Fall Cleaning

For many people, the dawn of Spring triggers a desire to clear out the closets and tidy up the home; to get everything nice for the arrival of better weather.

Fall is my Spring, because I have an abundance of allergies, burn easily in the sun, and melt as soon as the mercury surpasses 70 degrees F.

So now that the clocks have fallen back and the sun is only grudgingly peeking above the horizon, I’m dusting and organizing, donating and discarding, keeping the windows open all day (inviting that brisk breeze to clear away the stale, too-warm air of my apartment), and generally feeling a lot more awake and alive.

I have a biological inclination toward colder weather, then, but I also prefer layers of clothes over shorts and t-shirts (more pockets!), and for some reason I prefer warming myself up over trying to cool myself down—warm socks, a sweater, and a heater by my feet feels luxurious, while stripping down and running the AC all day just to maintain basic brain function and not sweat myself into a withered husk feels like a burdensome, wasteful chore.

There’s also something about the encapsulating nature of the colder, darker months that makes them feel riddled with potential.

We’re bundled up in our clothes and in our homes, and that offers the opportunity—a socially acceptable opportunity!—to pull back from interactive expectations and just read a book, do something we want to do at home, not go anywhere if we don’t want to.

We’re allowed to be antisocial without it feeling weird, in other words, but that also means when socializing happens, when we get together with others in public or at home, those get-togethers feel more intimate. It’s almost like choosing to engage in this way is more meaningful, because we’re not opting for the default summertime bustle, we’re going out of our way to be collaboratively bundled with other human beings.

This is all very hand-wavy, I know, and it might just be me who feels this way.

But I bring it because I believe colder seasons provide an excellent opportunity to develop and reinforce our friendships and other relationships, in part because the nature of our gatherings change in a meaningful way.

It can be more difficult to force ourselves to do, to engage, to enjoy the company of others (and to gift them our company). Seasonal affective disorder (SAD) is very real and very potent, as is the urge to just wrap oneself in a blanket, eat some stew, and stream some kind of police procedural because surely it’s too cold and dark to do anything else.

I would propose, though, that right now, this very moment (in the Northern Hemisphere, at least), is exactly the right time to begin integrating some collaborative coziness into our lives.

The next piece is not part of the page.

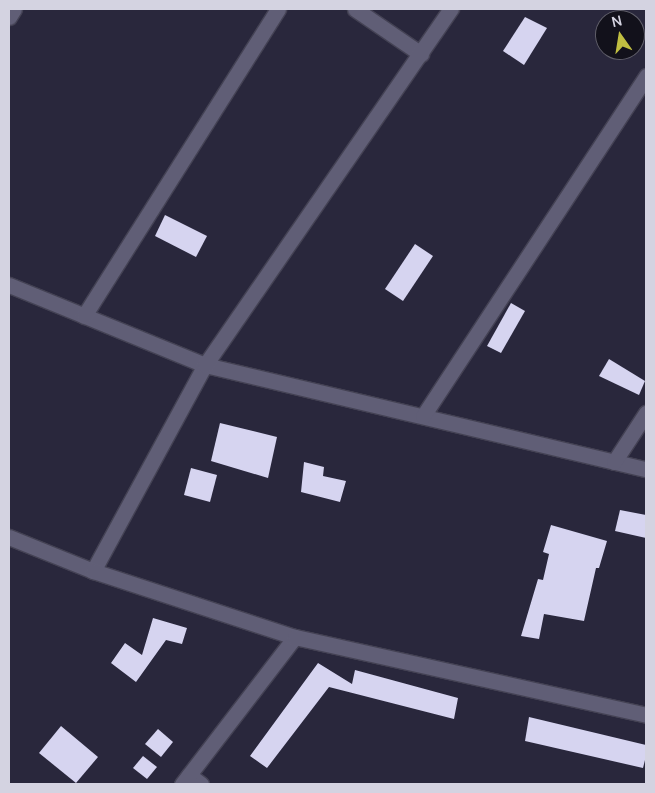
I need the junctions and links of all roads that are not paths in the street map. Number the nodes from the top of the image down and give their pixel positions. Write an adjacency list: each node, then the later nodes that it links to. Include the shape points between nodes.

We’re just now stepping into this new, wonderfully chilly, ill-lit, coat-swaddled reality, and if we enter it with concrete social intentions—adding some regular meetups and get-togethers with our friends to our calendars, now, before the lack of sunlight and gravity of the couch fully overtakes us, for instance—we stand a much better chance of enjoying the full, healthful, connective benefits of this time of year, rather than just the solitudinous, blanket-burritoed ones.